[Task item] Give back a single figure: the number of lines in the entries below that contain "small".

Saved data entries:
○ ○ ○ ○

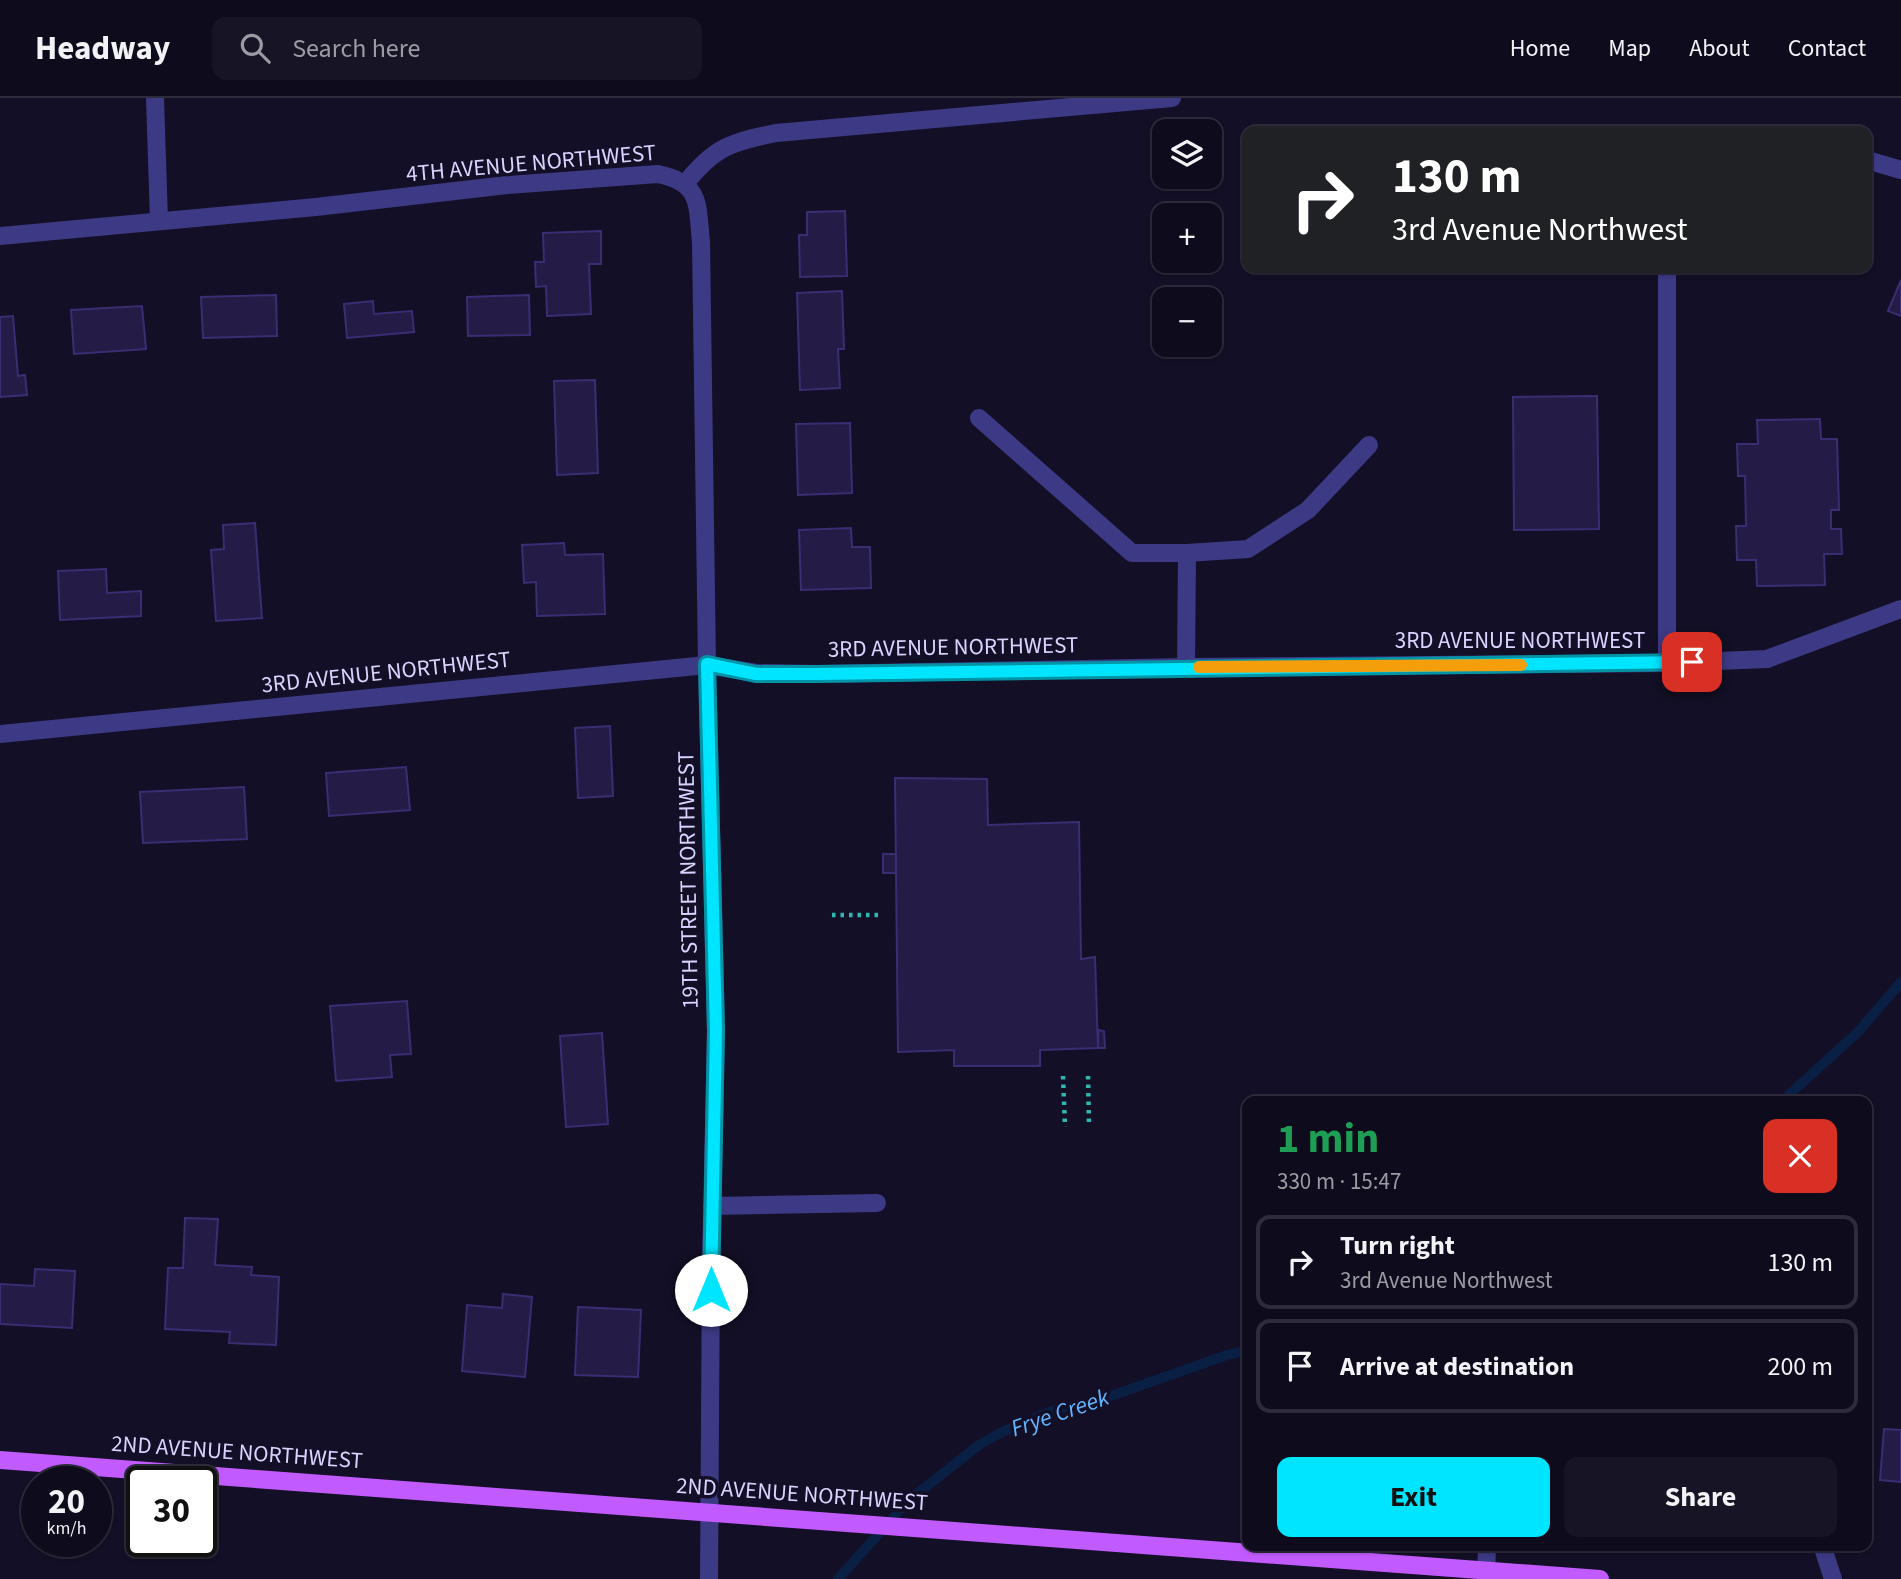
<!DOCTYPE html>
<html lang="en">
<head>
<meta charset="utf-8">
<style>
	:root { --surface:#0e0b1c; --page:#171425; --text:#f1f3f6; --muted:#9b9ba3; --line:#2e2b3b; --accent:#00e5ff }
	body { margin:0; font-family:"Source Sans 3",sans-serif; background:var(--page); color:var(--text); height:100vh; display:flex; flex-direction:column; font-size:26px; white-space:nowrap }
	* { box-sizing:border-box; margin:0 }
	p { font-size:23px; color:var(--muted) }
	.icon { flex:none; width:38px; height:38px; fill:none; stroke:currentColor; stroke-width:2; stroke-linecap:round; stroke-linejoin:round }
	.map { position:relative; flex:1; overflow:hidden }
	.sheet { position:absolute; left:1242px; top:998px; width:630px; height:455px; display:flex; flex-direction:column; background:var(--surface); border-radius:14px; box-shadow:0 2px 5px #0004,0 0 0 2px var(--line) }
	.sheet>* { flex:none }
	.banner { position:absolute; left:1242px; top:28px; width:630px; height:147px; border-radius:14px; box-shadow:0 2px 5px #0004,0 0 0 2px var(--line); background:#202124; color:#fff; overflow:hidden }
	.buttons { position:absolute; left:1152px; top:21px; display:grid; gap:14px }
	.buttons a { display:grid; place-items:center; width:70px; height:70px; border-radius:14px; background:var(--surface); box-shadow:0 2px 5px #0004,0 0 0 2px var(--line); font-size:35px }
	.speed { position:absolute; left:21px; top:1368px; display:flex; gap:14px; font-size:35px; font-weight:700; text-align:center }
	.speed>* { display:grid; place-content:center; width:91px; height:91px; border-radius:50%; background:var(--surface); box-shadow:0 2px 5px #0004,0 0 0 2px var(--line); line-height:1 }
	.speed small { font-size:18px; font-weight:400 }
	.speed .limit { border:4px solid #111; border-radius:10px; background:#fff; color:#111 }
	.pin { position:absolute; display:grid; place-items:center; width:60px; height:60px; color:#fff; margin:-30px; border-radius:14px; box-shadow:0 4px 10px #0006 }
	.me { position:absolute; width:77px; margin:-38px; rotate:0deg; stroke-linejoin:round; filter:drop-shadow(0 0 5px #0008) }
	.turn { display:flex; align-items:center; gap:24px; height:147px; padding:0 35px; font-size:32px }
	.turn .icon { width:91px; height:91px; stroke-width:2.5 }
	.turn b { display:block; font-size:49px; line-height:60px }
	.round { display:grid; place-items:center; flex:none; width:74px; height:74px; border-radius:14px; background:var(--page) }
	.head { display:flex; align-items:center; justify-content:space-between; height:119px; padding:0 35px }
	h1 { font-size:42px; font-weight:700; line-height:52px; color:#1e9e55 }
	.action { display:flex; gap:14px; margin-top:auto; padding:14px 35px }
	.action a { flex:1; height:80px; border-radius:14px; background:var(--accent); color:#111; font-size:28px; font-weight:700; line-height:80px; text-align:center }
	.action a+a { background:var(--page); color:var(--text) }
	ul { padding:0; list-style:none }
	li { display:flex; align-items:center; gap:21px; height:94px; margin:0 14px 10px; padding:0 21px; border:4px solid var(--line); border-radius:14px }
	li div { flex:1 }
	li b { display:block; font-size:26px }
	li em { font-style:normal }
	header { display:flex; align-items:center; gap:42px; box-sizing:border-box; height:98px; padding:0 35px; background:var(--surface); border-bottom:2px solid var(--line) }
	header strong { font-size:33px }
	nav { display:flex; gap:38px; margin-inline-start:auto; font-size:24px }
	.search { width:490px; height:63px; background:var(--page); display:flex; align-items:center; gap:18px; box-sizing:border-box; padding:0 24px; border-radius:14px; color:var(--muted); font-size:26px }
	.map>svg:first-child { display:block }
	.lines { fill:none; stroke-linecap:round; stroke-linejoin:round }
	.stream { stroke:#0a1f44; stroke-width:10 }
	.building { fill:#241b47; stroke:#3b2d73; stroke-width:2 }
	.path { stroke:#2fb8b0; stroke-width:4.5; stroke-dasharray:3.5 5; stroke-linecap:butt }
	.minor { stroke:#3d3a85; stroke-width:18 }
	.major { stroke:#c25bff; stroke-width:18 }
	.route-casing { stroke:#0095a6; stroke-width:18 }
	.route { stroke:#00e5ff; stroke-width:12 }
	.slow { stroke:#f59e0b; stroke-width:12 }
	.labels { text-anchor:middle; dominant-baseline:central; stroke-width:7; stroke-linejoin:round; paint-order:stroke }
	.street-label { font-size:23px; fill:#d9d4ff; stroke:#130f26 }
	.water-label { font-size:24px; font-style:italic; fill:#62b6ff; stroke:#130f26 }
</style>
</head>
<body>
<header>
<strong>Headway</strong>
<div class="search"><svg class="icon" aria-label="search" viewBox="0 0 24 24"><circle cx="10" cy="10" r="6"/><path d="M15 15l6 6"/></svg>Search here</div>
<nav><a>Home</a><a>Map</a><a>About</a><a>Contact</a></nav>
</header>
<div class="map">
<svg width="1901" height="1481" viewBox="0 0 1901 1481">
	<rect width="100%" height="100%" fill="#130f26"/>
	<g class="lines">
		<g class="stream">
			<path d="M 1782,1003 L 1858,934 L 1901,884"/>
			<path d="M 838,1481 L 909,1402 L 979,1347 L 1002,1334 L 1049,1314 L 1108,1299 L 1227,1257 L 1248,1252"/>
		</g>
	</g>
	<g class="building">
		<path d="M 845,113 L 847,178 L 800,179 L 799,137 L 807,137 L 807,114 Z"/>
		<path d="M 601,133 L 601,166 L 589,166 L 591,216 L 547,218 L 546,188 L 536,189 L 535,164 L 544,164 L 543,135 Z"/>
		<path d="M 1901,182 L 1901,218 L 1888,213 Z"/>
		<path d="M 842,193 L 844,251 L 838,251 L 840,290 L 800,292 L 797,195 Z"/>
		<path d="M 276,197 L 277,238 L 203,240 L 201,199 Z"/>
		<path d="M 529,197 L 530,237 L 468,238 L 467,199 Z"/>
		<path d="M 373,203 L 374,216 L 412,213 L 414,234 L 347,240 L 344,206 Z"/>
		<path d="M 142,208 L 146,251 L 74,256 L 71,212 Z"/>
		<path d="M 13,218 L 18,278 L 25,277 L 27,297 L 0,299 L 0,219 Z"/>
		<path d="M 595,282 L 598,375 L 557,377 L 554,283 Z"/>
		<path d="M 1597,298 L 1599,431 L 1514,432 L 1513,299 Z"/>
		<path d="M 1820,321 L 1821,341 L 1837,341 L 1839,412 L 1831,412 L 1831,431 L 1841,431 L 1842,456 L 1824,456 L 1825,487 L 1757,488 L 1756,462 L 1737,462 L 1736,428 L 1746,428 L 1745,378 L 1738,378 L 1737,346 L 1758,346 L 1757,322 Z"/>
		<path d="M 850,325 L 852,395 L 798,397 L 796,326 Z"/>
		<path d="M 255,425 L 262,520 L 216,523 L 211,452 L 224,451 L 223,427 Z"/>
		<path d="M 851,430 L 852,449 L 870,449 L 871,490 L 801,492 L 799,432 Z"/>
		<path d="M 564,445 L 565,457 L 603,456 L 605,516 L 537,518 L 536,484 L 524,485 L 522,447 Z"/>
		<path d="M 106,471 L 107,495 L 141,493 L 141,518 L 60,522 L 58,473 Z"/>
		<path d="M 610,628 L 613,698 L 578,700 L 575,630 Z"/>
		<path d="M 406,669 L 410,712 L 329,718 L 326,675 Z"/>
		<path d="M 895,680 L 987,681 L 988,727 L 1079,724 L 1081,861 L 1095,859 L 1098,950 L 1040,952 L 1040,968 L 954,968 L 954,952 L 898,954 Z"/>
		<path d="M 244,689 L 247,741 L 143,745 L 140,694 Z"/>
		<rect x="883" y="756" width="13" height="19"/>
		<path d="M 407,903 L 411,956 L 390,957 L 392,979 L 336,983 L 330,908 Z"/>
		<path d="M 1098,932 L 1104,933 L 1105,950 L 1098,950 Z"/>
		<path d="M 602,935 L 608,1026 L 566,1029 L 560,938 Z"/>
		<path d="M 185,1120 L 218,1121 L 215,1167 L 252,1169 L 251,1177 L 279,1179 L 276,1247 L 229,1245 L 230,1234 L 165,1231 L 168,1170 L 183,1170 Z"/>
		<path d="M 35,1171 L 75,1173 L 72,1230 L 0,1226 L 0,1186 L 34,1188 Z"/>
		<path d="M 503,1196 L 532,1199 L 525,1279 L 462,1273 L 467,1207 L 502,1210 Z"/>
		<path d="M 578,1209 L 641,1212 L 638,1279 L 575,1277 Z"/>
		<path d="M 1884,1331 L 1901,1332 L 1901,1384 L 1880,1382 Z"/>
	</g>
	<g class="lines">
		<g class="path">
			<path d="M 832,817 L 882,817"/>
			<path d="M 1063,978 L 1065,1029"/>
			<path d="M 1088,978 L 1089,1028"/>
		</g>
		<g class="minor">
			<path d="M 155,0 L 159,123"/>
			<path d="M 1867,62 L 1901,72"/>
			<path d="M 685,86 C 714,49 731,44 776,35 L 1172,0"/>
			<path d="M 0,138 L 316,109 L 507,87 L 658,76 C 702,85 697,107 701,144 L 707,567 L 716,933 L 711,1164 L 709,1481"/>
			<path d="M 979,320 L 1132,455 L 1187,455"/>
			<path d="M 1667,565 L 1667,170"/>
			<path d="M 1186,569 L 1187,455 L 1248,451 L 1308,412 L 1369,347"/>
			<path d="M 0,636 L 707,567 L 756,575 L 817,576 L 1186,569 L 1667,565 L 1767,561 L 1901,511"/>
			<path d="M 712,1108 L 877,1105"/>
			<path d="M 1822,1447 L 1833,1481"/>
			<path d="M 1486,1481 L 1487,1447"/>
		</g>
		<path class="major" d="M 0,1362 L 1600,1481"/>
	</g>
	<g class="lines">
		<defs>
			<path id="route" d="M 711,1192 L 716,933 L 707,566 L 756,576 L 817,576 L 1692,564"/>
		</defs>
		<use href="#route" class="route-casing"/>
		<use href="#route" class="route"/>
		<path class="slow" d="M 1199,569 L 1521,567"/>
	</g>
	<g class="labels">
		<g class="street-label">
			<text transform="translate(531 65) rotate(-5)">4TH AVENUE NORTHWEST</text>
			<text x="1520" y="542">3RD AVENUE NORTHWEST</text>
			<text transform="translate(953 549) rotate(-1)">3RD AVENUE NORTHWEST</text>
			<text transform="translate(386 574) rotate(-6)">3RD AVENUE NORTHWEST</text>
			<text transform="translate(688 782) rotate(-91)">19TH STREET NORTHWEST</text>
			<text transform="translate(237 1354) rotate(4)">2ND AVENUE NORTHWEST</text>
			<text transform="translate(802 1396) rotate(4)">2ND AVENUE NORTHWEST</text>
		</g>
		<g class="water-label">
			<text transform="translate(1060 1315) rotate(-19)">Frye Creek</text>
		</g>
	</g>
</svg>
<div class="buttons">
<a><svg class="icon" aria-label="layers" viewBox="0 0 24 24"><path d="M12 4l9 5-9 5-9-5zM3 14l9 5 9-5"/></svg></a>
<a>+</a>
<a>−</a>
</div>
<div class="speed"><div>20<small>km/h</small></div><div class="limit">30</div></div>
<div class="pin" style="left:1692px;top:564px;background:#d93025"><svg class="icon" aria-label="arrive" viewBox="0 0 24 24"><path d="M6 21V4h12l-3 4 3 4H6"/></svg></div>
<svg class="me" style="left:711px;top:1192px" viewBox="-20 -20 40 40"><circle r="19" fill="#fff"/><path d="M0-13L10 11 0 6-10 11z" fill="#00e5ff"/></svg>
<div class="banner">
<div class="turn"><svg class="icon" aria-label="right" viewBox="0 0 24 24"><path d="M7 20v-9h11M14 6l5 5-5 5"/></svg><div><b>130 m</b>3rd Avenue Northwest</div></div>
</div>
<section class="sheet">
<div class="head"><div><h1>1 min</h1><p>330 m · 15:47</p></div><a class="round" style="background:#d93025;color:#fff"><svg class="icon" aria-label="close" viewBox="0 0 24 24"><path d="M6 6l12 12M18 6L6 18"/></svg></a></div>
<ul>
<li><svg class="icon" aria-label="right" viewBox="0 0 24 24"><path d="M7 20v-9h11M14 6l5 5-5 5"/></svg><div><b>Turn right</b><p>3rd Avenue Northwest</p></div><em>130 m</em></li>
<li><svg class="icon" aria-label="arrive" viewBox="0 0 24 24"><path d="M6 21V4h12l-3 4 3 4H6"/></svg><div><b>Arrive at destination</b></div><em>200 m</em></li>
</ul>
<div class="action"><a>Exit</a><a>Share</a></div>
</section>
</div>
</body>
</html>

○ ○ ○ ○

[Task answer] 2